Борис Иванович с удовольствием следил за быстрыми движениями сына, подшучивал:
— Смотри, друг, не нырни за борт. А то за ноги ловить придется.
Пристали к берегу возле заросшего кустарником мысочка. Лодку привязали к дубовой коряге. А когда вошли в лес, Ракитин лицом к лицу встретился с Алтуниным.
— Ба-а-а, кого вижу! Сам тепловозный король в лесном царстве.
Он хотел пошутить: «Нет ли тут еще сказочной королевы?» Но хорошо, что воздержался. Королева — Елена Гавриловна Чибис — стояла неподалеку в новом светлом платье, с букетом цветов и смущенно улыбалась, как девчонка.
Ракитин вначале не знал, как быть. Но взял скоро себя в руки и весело сказал:
— Слушайте, товарищи, я теперь не удивлюсь, если даже тепловоз в кустах увижу.
— К сожалению, тепловоза нет, — развел руками Алтунин. — Но иметь его здесь — проблема вполне осуществимая.
Начальник депо говорил серьезно. И Ракитин тоже перешел на серьезный тон.
— Так, что же вы конкретно предлагаете?
— Детскую железную дорогу, — спокойно ответил Алтунин. — Берег тут высокий, незаливной. А где низины попадутся, насыпь сделаем.
— Это идея! — задумался Ракитин. — И, пожалуй, весьма заманчивая.
Подошла Елена Гавриловна, подсказала:
— В таком случае нужно расширять лагерь. Не дачников же возить на детском поезде.
— Правильно, — согласился Ракитин. — Лагерь нужно расширять. В горисполкоме уже есть такое решение. Словом, сделаем настоящий лесной городок.
— А управлять поездами кто будет? — спросил Митя, жадно ловивший каждое слово взрослых.

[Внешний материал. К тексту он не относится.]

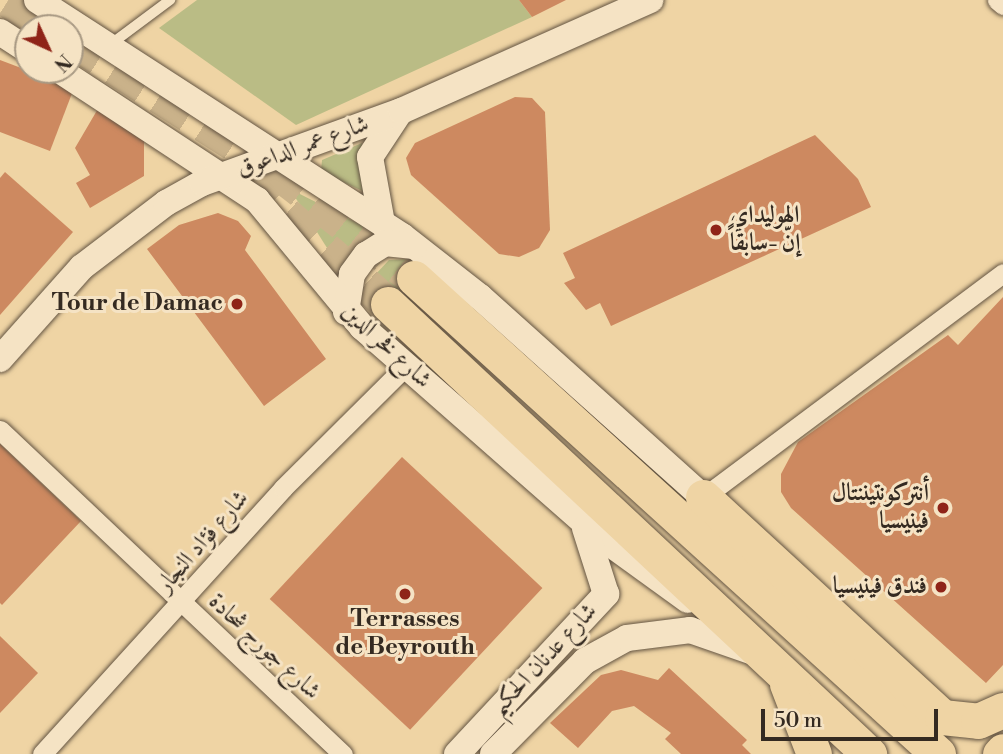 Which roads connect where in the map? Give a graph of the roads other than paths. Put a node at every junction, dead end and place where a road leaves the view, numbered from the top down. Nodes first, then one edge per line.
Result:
1 (37, 0) edge
2 (170, 0) edge
3 (650, 0) edge
4 (997, 0) edge
5 (1003, 5) edge
6 (110, 45) junction
7 (81, 84) edge
8 (401, 111) junction
9 (280, 157) junction
10 (225, 176) junction
11 (382, 223) junction
12 (414, 262) junction
13 (1003, 272) edge
14 (388, 304) tunnel mouth
15 (346, 312) junction
16 (0, 359) edge
17 (405, 367) junction
18 (0, 430) edge
19 (703, 497) junction
20 (676, 518) junction
21 (581, 520) junction
22 (183, 604) junction
23 (720, 619) junction
24 (774, 666) junction
25 (1003, 710) edge
26 (43, 754) edge
27 (343, 754) edge
28 (457, 754) edge
29 (494, 754) edge
30 (814, 754) edge
31 (869, 754) edge
32 (938, 754) edge

1 - 6 main road
2 - 6 lane
3 - 8 main road, شارع عمر الداعوق
4 - 5 street
6 - 9 main road
7 - 10 main road, شارع فخر الدين
8 - 9 main road, شارع عمر الداعوق
8 - 11 main road
9 - 10 main road, شارع عمر الداعوق
9 - 11 main road
10 - 15 main road, شارع فخر الدين
10 - 16 main road, شارع عمر الداعوق
11 - 12 main road
12 - 15 main road
12 - 19 main road
12 - 20 highway
13 - 19 street
14 - 23 highway
15 - 17 main road, شارع فخر الدين
17 - 21 main road, شارع فخر الدين
17 - 22 street, شارع فؤاد النجار
18 - 22 street, شارع جورج شحادة
19 - 20 street
19 - 25 highway
20 - 32 highway
21 - 23 main road, شارع فخر الدين
21 - 28 main road, شارع عدنان الحكيم
22 - 26 street, شارع فؤاد النجار
22 - 27 street, شارع جورج شحادة
23 - 24 highway
24 - 29 main road, شارع عدنان الحكيم
24 - 30 highway
24 - 31 highway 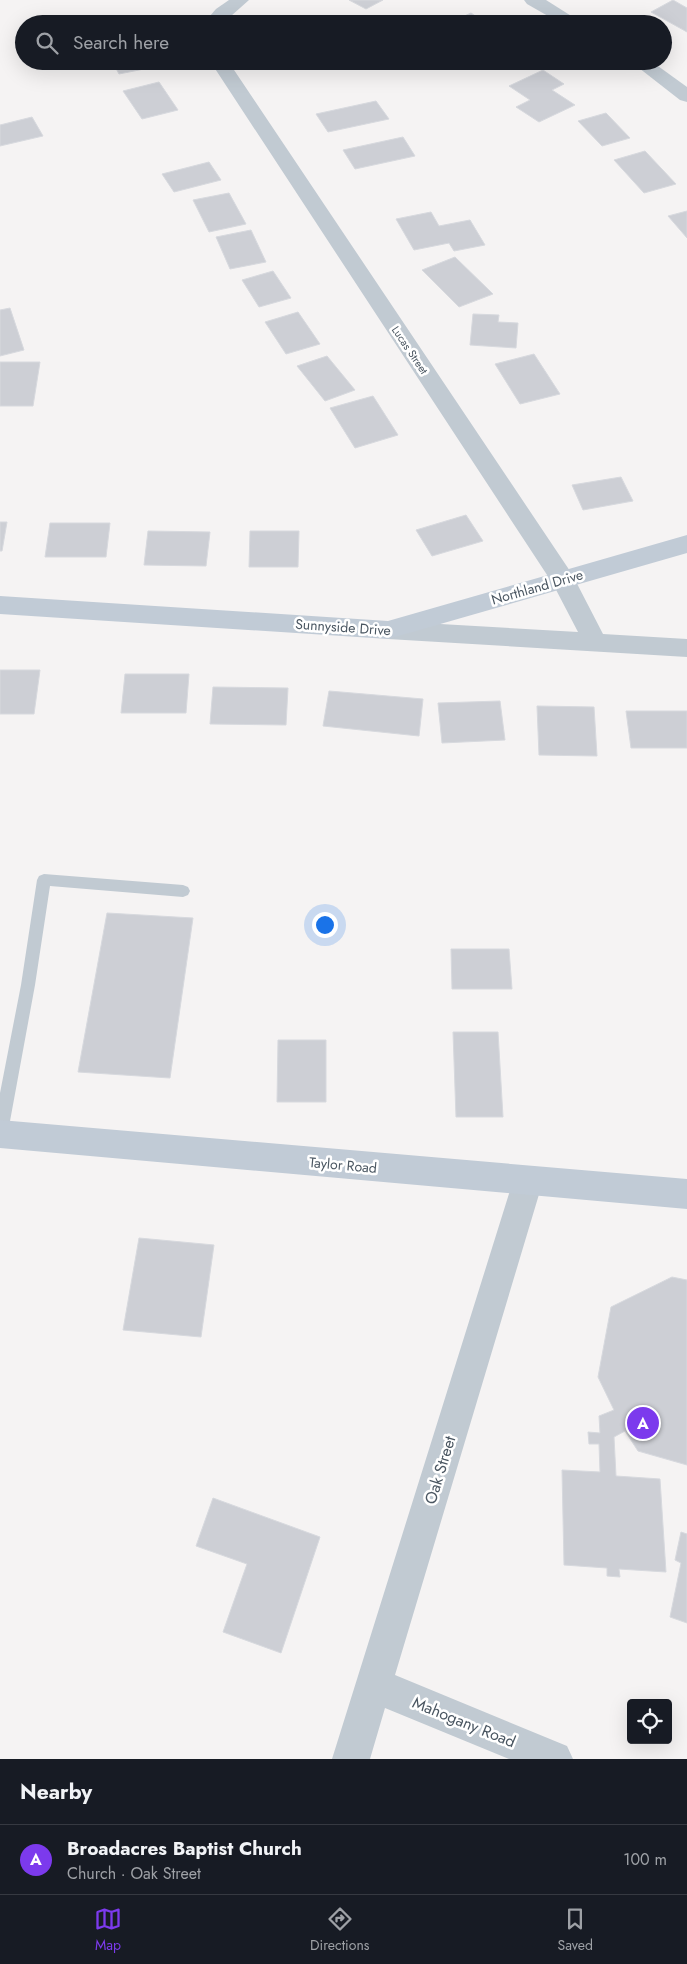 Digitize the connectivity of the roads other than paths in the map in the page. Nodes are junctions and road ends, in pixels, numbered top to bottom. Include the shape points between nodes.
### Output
1 (240, 0) edge
2 (533, 0) edge
3 (220, 15) edge
4 (559, 15) edge
5 (225, 70) edge
6 (651, 70) edge
7 (687, 96) edge
8 (687, 544) edge
9 (563, 580) junction
10 (0, 605) edge
11 (388, 630) junction
12 (594, 642) junction
13 (687, 648) edge
14 (183, 891) dead end
15 (0, 1133) edge
16 (528, 1181) junction
17 (687, 1194) edge
18 (374, 1685) junction
19 (351, 1759) edge
20 (554, 1759) edge

1 - 3 street
2 - 4 street
5 - 9 street, Lucas Street
6 - 7 street
8 - 9 street, Northland Drive
9 - 11 street, Northland Drive
9 - 12 street, Lucas Street
10 - 11 street, Sunnyside Drive
11 - 12 street, Sunnyside Drive
12 - 13 street, Sunnyside Drive
14 - 15 lane via 44,880
15 - 16 street, Taylor Road
16 - 17 street, Taylor Road
16 - 18 street, Oak Street
18 - 19 street, Oak Street
18 - 20 street, Mahogany Road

— Вы, — сказал ему Алтунин, — сами будете водить, сами за дорогой ухаживать. Полная ответственность.
— Вот здорово! — обрадовался Митя.
А Ракитин уже старался представить, где примерно лягут отливающие синевой рельсы, где вырастут теремки станций и как среди густой зелени дубов засветятся приветливые глаза светофоров.
22
За окном давно стемнело. Римма сидела в диспетчерской. Из репродуктора доносились то усталые, то бодрые голоса…
— Тридцать пятый прошел Тростянку!
— Сто двадцать четвертый принят на третий путь!
— Кто говорит? — спросила Римма в микрофон, стоявший рядом с коричневой коробкой репродуктора.
— Степная.
— Знаю, что Степная. Фамилию спрашиваю?
— Дежурный Стрепетов.
— Ясно! Снимайте бригаду на отдых. И еще вот что, Стрепетов. Машинисту Мерцалову передавайте привет!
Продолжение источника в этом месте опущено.